// Package gateway 提供 Gateway API 的统一客户端封装
// 实现 AES-128-ECB 加密 + MD5 签名认证机制
package gateway

import (
	"bytes"
	"context"
	"encoding/json"
	"fmt"
	"io"
	"net/http"
	"time"

	"github.com/break/junhong_cmp_fiber/pkg/errors"
	"github.com/bytedance/sonic"
)

const (
	defaultTimeout      = 30 * time.Second
	maxIdleConns        = 100
	maxIdleConnsPerHost = 10
	idleConnTimeout     = 90 * time.Second
	contentTypeJSON     = "application/json;charset=utf-8"
	gatewaySuccessCode  = 200
)

// Client 是 Gateway API 的 HTTP 客户端
type Client struct {
	baseURL    string
	appID      string
	appSecret  string
	httpClient *http.Client
	timeout    time.Duration
}

// NewClient 创建 Gateway 客户端实例
// baseURL: Gateway 服务基础地址
// appID: 应用 ID
// appSecret: 应用密钥（用于加密和签名）
func NewClient(baseURL, appID, appSecret string) *Client {
	return &Client{
		baseURL:   baseURL,
		appID:     appID,
		appSecret: appSecret,
		httpClient: &http.Client{
			Transport: &http.Transport{
				MaxIdleConns:        maxIdleConns,
				MaxIdleConnsPerHost: maxIdleConnsPerHost,
				IdleConnTimeout:     idleConnTimeout,
			},
		},
		timeout: defaultTimeout,
	}
}

// WithTimeout 设置请求超时时间（支持链式调用）
func (c *Client) WithTimeout(timeout time.Duration) *Client {
	c.timeout = timeout
	return c
}

// doRequest 执行 Gateway API 请求的统一方法
// 流程：序列化 → 加密 → 签名 → HTTP POST → 解析响应 → 检查业务状态码
func (c *Client) doRequest(ctx context.Context, path string, businessData interface{}) (json.RawMessage, error) {
	dataBytes, err := sonic.Marshal(businessData)
	if err != nil {
		return nil, errors.Wrap(errors.CodeInternalError, err, "序列化业务数据失败")
	}

	encryptedData, err := aesEncrypt(dataBytes, c.appSecret)
	if err != nil {
		return nil, err
	}

	timestamp := time.Now().UnixMilli()
	sign := generateSign(c.appID, encryptedData, timestamp, c.appSecret)

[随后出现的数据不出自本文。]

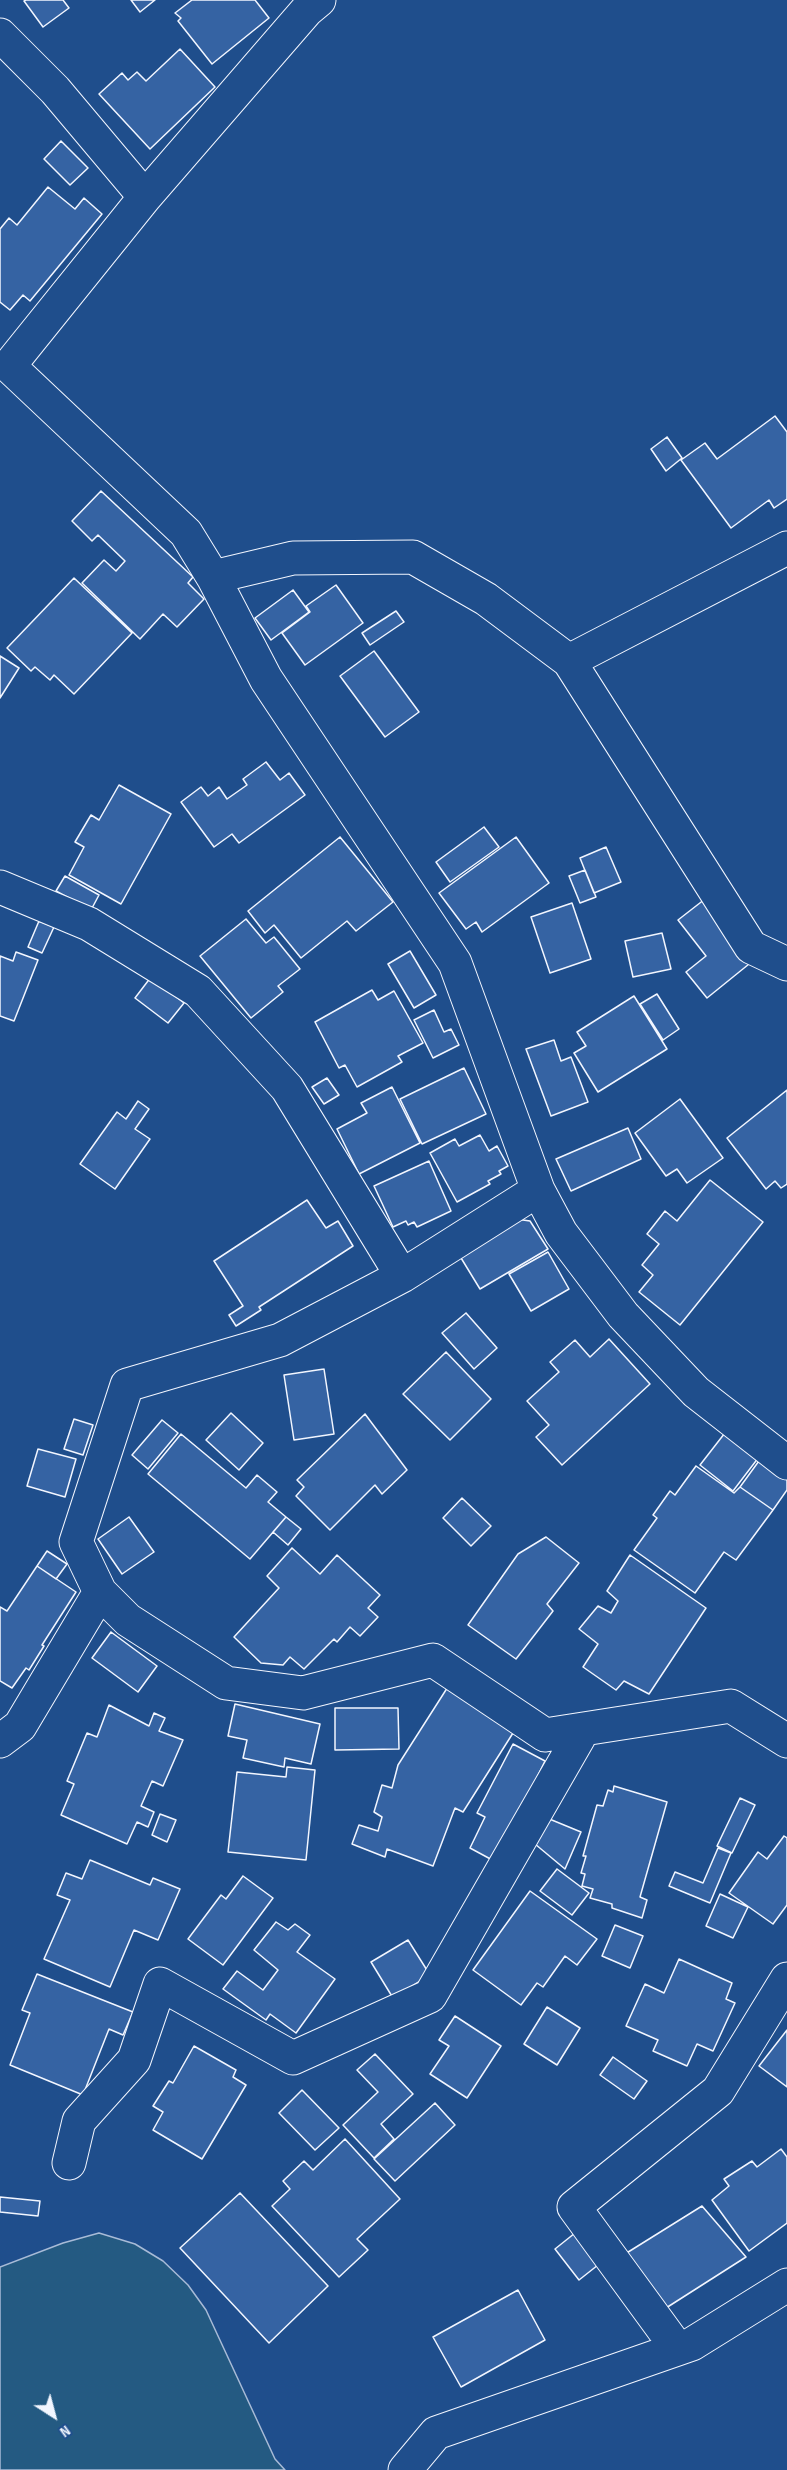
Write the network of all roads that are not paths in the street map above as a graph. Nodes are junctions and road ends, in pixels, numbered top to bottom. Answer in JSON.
{"nodes":[{"id":1,"x":319,"y":0,"type":"edge"},
{"id":2,"x":0,"y":35,"type":"edge"},
{"id":3,"x":144,"y":197,"type":"junction"},
{"id":4,"x":5,"y":361,"type":"edge"},
{"id":5,"x":787,"y":548,"type":"edge"},
{"id":6,"x":213,"y":578,"type":"junction"},
{"id":7,"x":569,"y":661,"type":"junction"},
{"id":8,"x":0,"y":887,"type":"edge"},
{"id":9,"x":787,"y":964,"type":"edge"},
{"id":10,"x":538,"y":1190,"type":"junction"},
{"id":11,"x":402,"y":1276,"type":"junction"},
{"id":12,"x":787,"y":1463,"type":"edge"},
{"id":13,"x":100,"y":1592,"type":"junction"},
{"id":14,"x":583,"y":1730,"type":"junction"},
{"id":15,"x":0,"y":1741,"type":"edge"},
{"id":16,"x":787,"y":1741,"type":"edge"},
{"id":17,"x":787,"y":1979,"type":"edge"},
{"id":18,"x":69,"y":2163,"type":"dead end"},
{"id":19,"x":787,"y":2285,"type":"edge"},
{"id":20,"x":677,"y":2348,"type":"junction"},
{"id":21,"x":405,"y":2470,"type":"edge"}],
"edges":[{"from":1,"to":3,"type":"street"},
{"from":2,"to":3,"type":"street"},
{"from":3,"to":4,"type":"street"},
{"from":4,"to":6,"type":"street"},
{"from":5,"to":7,"type":"street"},
{"from":6,"to":7,"type":"street"},
{"from":6,"to":10,"type":"street"},
{"from":7,"to":9,"type":"street"},
{"from":8,"to":11,"type":"street"},
{"from":10,"to":11,"type":"street"},
{"from":10,"to":12,"type":"street"},
{"from":11,"to":13,"type":"street"},
{"from":13,"to":14,"type":"street"},
{"from":13,"to":15,"type":"street"},
{"from":14,"to":16,"type":"street"},
{"from":14,"to":18,"type":"street"},
{"from":17,"to":20,"type":"street"},
{"from":19,"to":20,"type":"street"},
{"from":20,"to":21,"type":"street"}]}
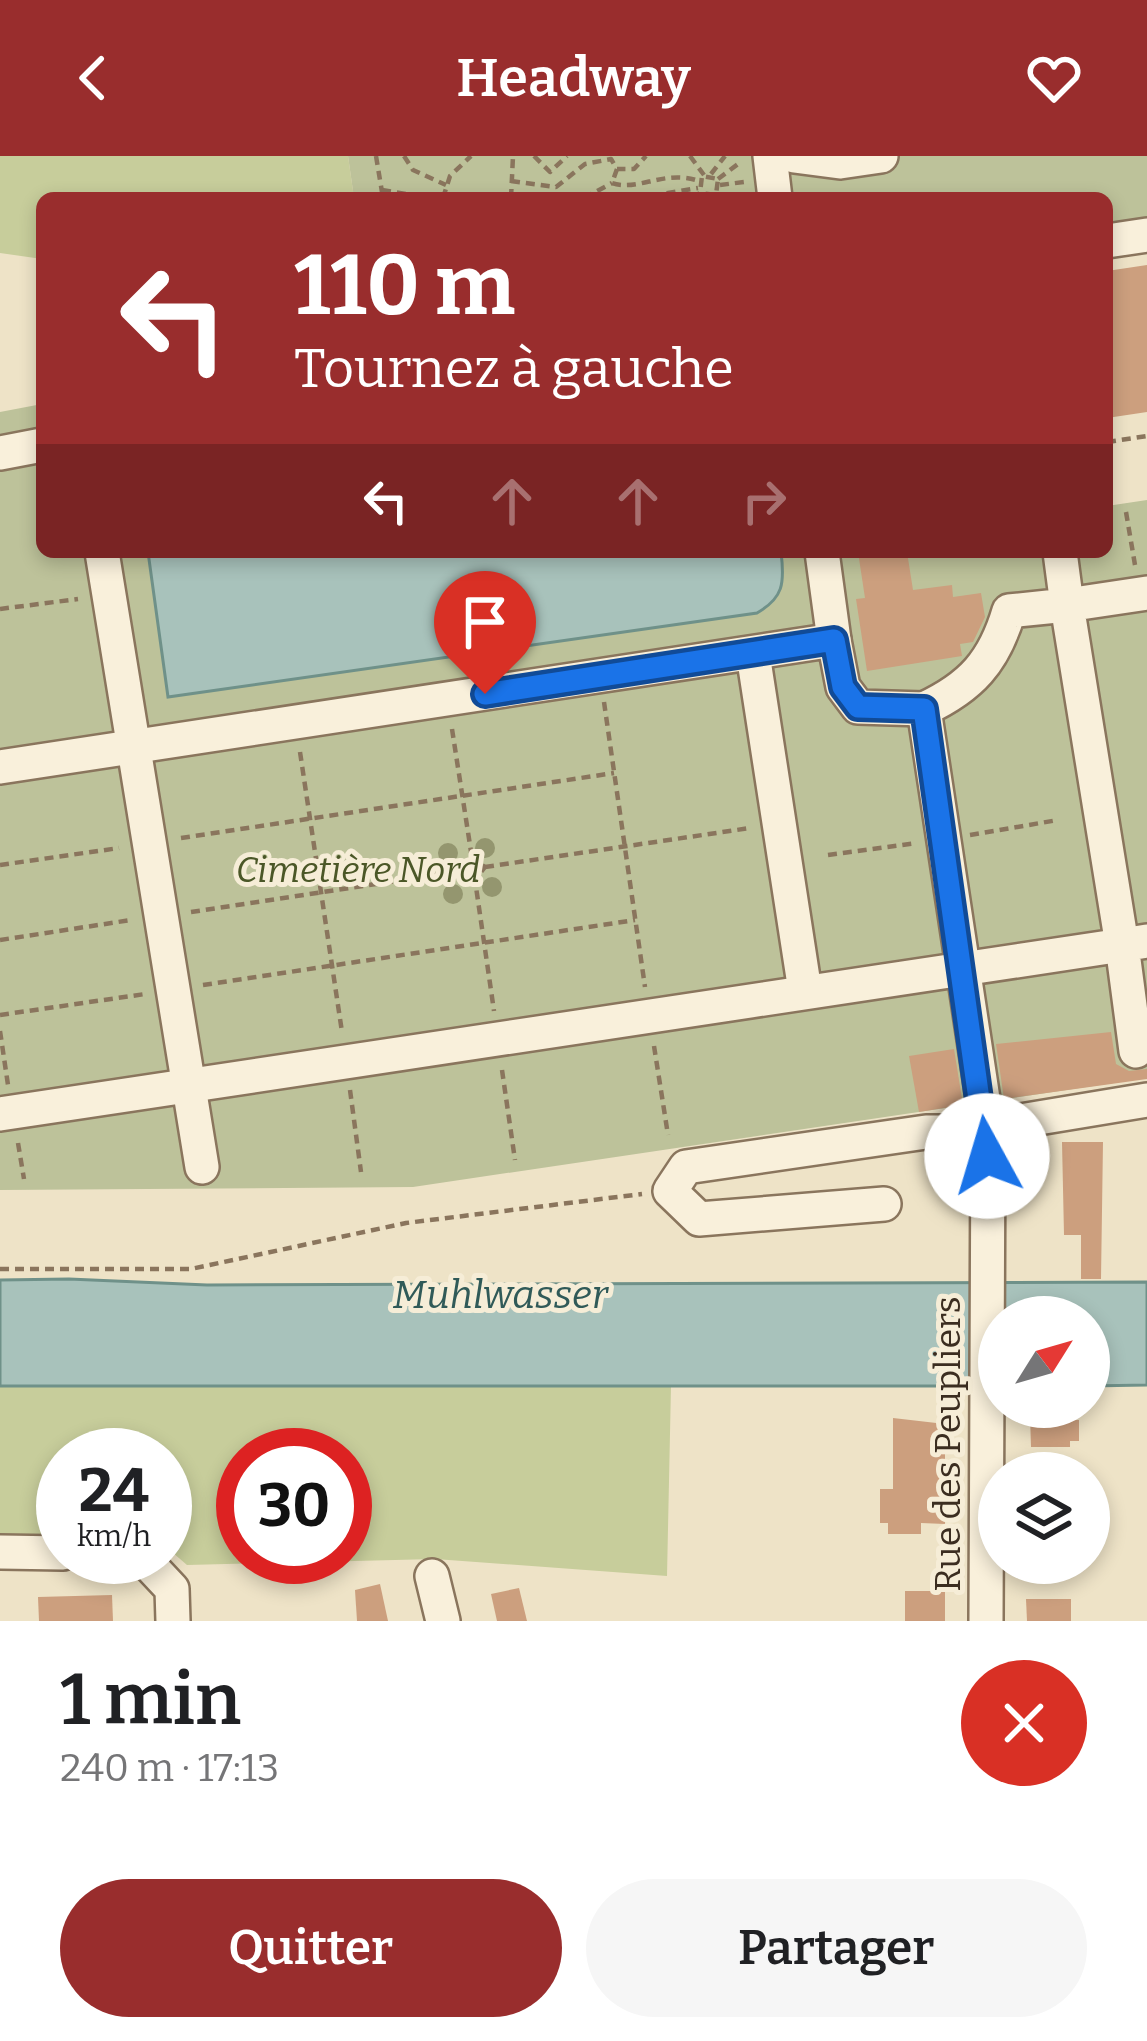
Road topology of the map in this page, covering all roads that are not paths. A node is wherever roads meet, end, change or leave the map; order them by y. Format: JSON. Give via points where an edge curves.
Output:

	reqBody := map[string]interface{}{
		"appId":     c.appID,
		"data":      encryptedData,
		"sign":      sign,
		"timestamp": timestamp,
	}

	reqBodyBytes, err := sonic.Marshal(reqBody)
	if err != nil {
		return nil, errors.Wrap(errors.CodeInternalError, err, "序列化请求体失败")
	}

	reqCtx, cancel := context.WithTimeout(ctx, c.timeout)
	defer cancel()

	req, err := http.NewRequestWithContext(reqCtx, http.MethodPost, c.baseURL+path, bytes.NewReader(reqBodyBytes))
	if err != nil {
		return nil, errors.Wrap(errors.CodeGatewayError, err, "创建 HTTP 请求失败")
	}
	req.Header.Set("Content-Type", contentTypeJSON)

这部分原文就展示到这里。